I spent most of the show in the audience, dancing and cheering on the performers. There were a couple of times when I caught sight of audience members expressing their shock at how good some of our campers were. To those (mostly dudes) let me say this: we’re not messing around. Chicks be rocking, okay? I mean, a few of those gals totally shredded and faces were melted. Seeing a shocked audience simply made me smile.

 

 

Just like every year, it’s incredibly rewarding to witness the joy of campers after they perform. Their accomplishments are monumental, y’all. Those girls show up on Monday and form a band, most likely with complete strangers. Over the next few days, they not only work hard to learn how to play an instrument, they also write their own original freakin’ song.
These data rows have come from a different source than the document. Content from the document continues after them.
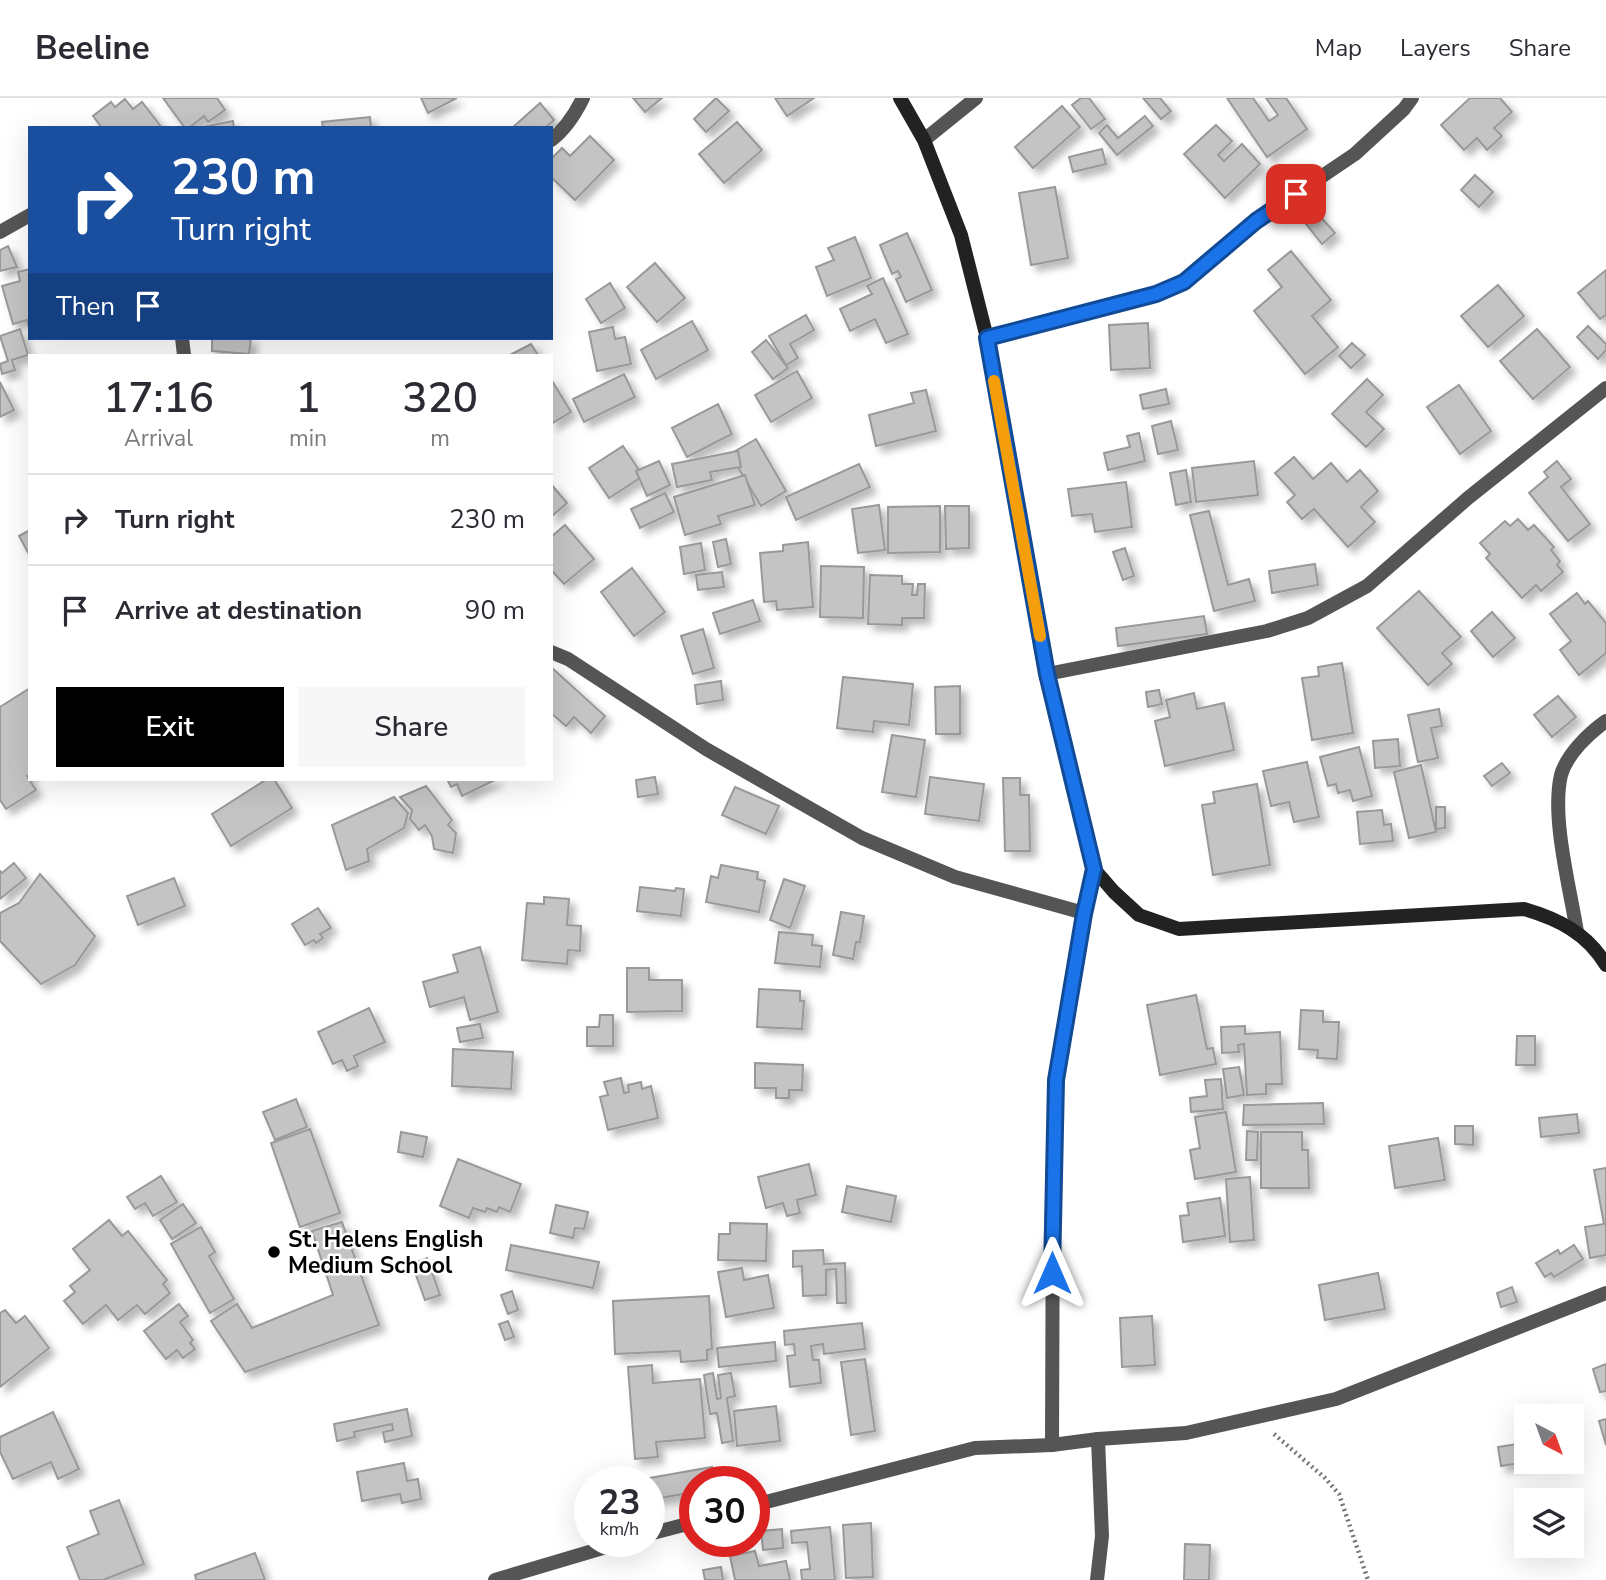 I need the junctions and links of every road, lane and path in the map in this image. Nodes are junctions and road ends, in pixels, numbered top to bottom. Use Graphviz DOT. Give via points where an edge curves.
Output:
graph roads {
  1 [pos="583,98"];
  2 [pos="900,98"];
  3 [pos="976,98"];
  4 [pos="1412,98"];
  5 [pos="553,138"];
  6 [pos="924,140"];
  7 [pos="28,216"];
  8 [pos="0,232"];
  9 [pos="987,338"];
  10 [pos="1606,387"];
  11 [pos="553,653"];
  12 [pos="1047,674"];
  13 [pos="1606,721"];
  14 [pos="1094,869"];
  15 [pos="1084,914"];
  16 [pos="1577,932"];
  17 [pos="1606,965"];
  18 [pos="1606,1293"];
  19 [pos="1254,1417"];
  20 [pos="1098,1439"];
  21 [pos="1052,1445"];
  22 [pos="770,1501"];
  23 [pos="574,1555"];
  24 [pos="495,1580"];
  25 [pos="1097,1580"];
  26 [pos="1368,1580"];
  1 -- 5 [label="street"];
  2 -- 6 [label="main road"];
  3 -- 6 [label="street"];
  4 -- 9 [label="street" via="1355,154 1256,221 1184,282 1156,294"];
  6 -- 9 [label="main road" via="961,235"];
  7 -- 8 [label="street"];
  9 -- 12 [label="main road"];
  10 -- 12 [label="street" via="1367,586 1308,618 1267,631"];
  11 -- 15 [label="street" via="706,749 862,838 955,877"];
  12 -- 14 [label="main road"];
  13 -- 16 [label="street" via="1576,750 1562,773 1558,804"];
  14 -- 15 [label="street"];
  14 -- 16 [label="main road" via="1139,915 1179,929 1524,909"];
  15 -- 21 [label="street" via="1056,1080"];
  16 -- 17 [label="main road" via="1596,948"];
  18 -- 19 [label="street" via="1336,1399"];
  19 -- 20 [label="street" via="1186,1433"];
  19 -- 26 [label="path" via="1339,1494"];
  20 -- 21 [label="street"];
  20 -- 25 [label="street" via="1102,1536"];
  21 -- 22 [label="street" via="975,1448"];
  23 -- 24 [label="street"];
} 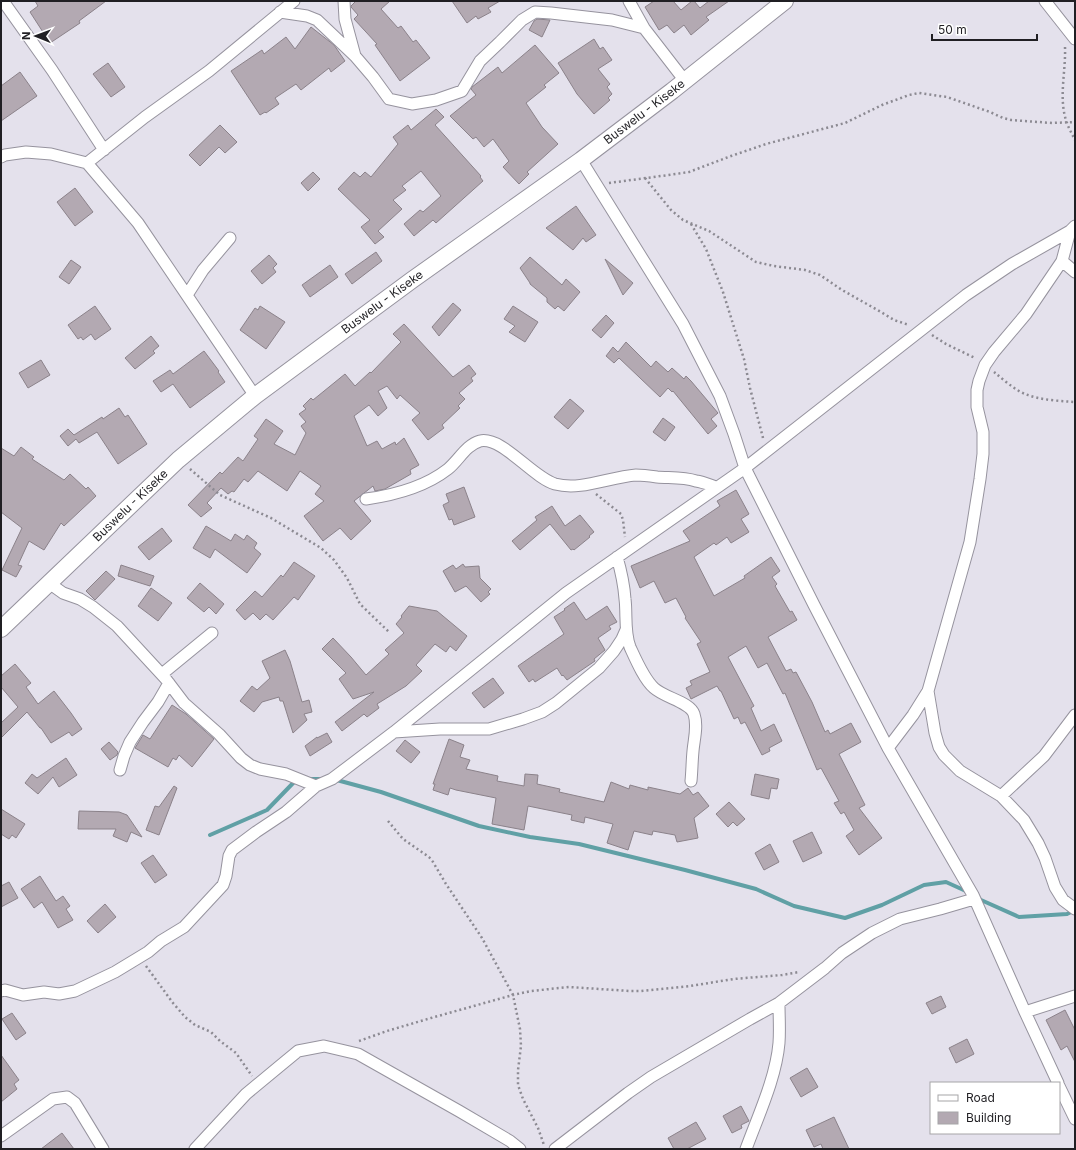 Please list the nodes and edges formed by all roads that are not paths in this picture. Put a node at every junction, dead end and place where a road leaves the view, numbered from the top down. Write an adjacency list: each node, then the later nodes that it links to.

Come Friday, they do a stage run-through and are then sent home. Saturday afternoon arrives super-fast and the next thing they know, they’re being introduced onstage to a crowd of 600 people. It’s phenomenal!

 

And it’s often life-changing. I’ve seen it time and time again. I suppose lives have also been changed and I’ve not been privy to that growth. That’s perfectly okay, too.

 

But I have been privy to my own growth, each and every year. I know that means nothing to the campers, nor should it. But it means everything to me, and I hold on to it more tightly than you can imagine.

 

After the showcase had ended, after our gear had been loaded out and our vibe had been removed from the walls of the club, we volunteers headed over to a Mexican restaurant for our decompression session. We were all pretty amped up, so there was a lot of clapping and cheering going on. There was also a lot of hugging and loving. Personally, I didn’t cry. I think it’s because I know that I’ve turned a corner with this group. In the past, I’ve doubted whether or not I truly belonged in their esteemed company. I’ve been self-critical of my skills and talents, and I’ve not believed I was worthy of their friendship. But not anymore. For the first time, I actually feel that I am with my tribe. That I truly belong. And I know that going forward I will make every effort to see these phenomenal women on a regular basis.

 

No need for tears. Just smiles. And occasionally high-fiving 10,000 angels.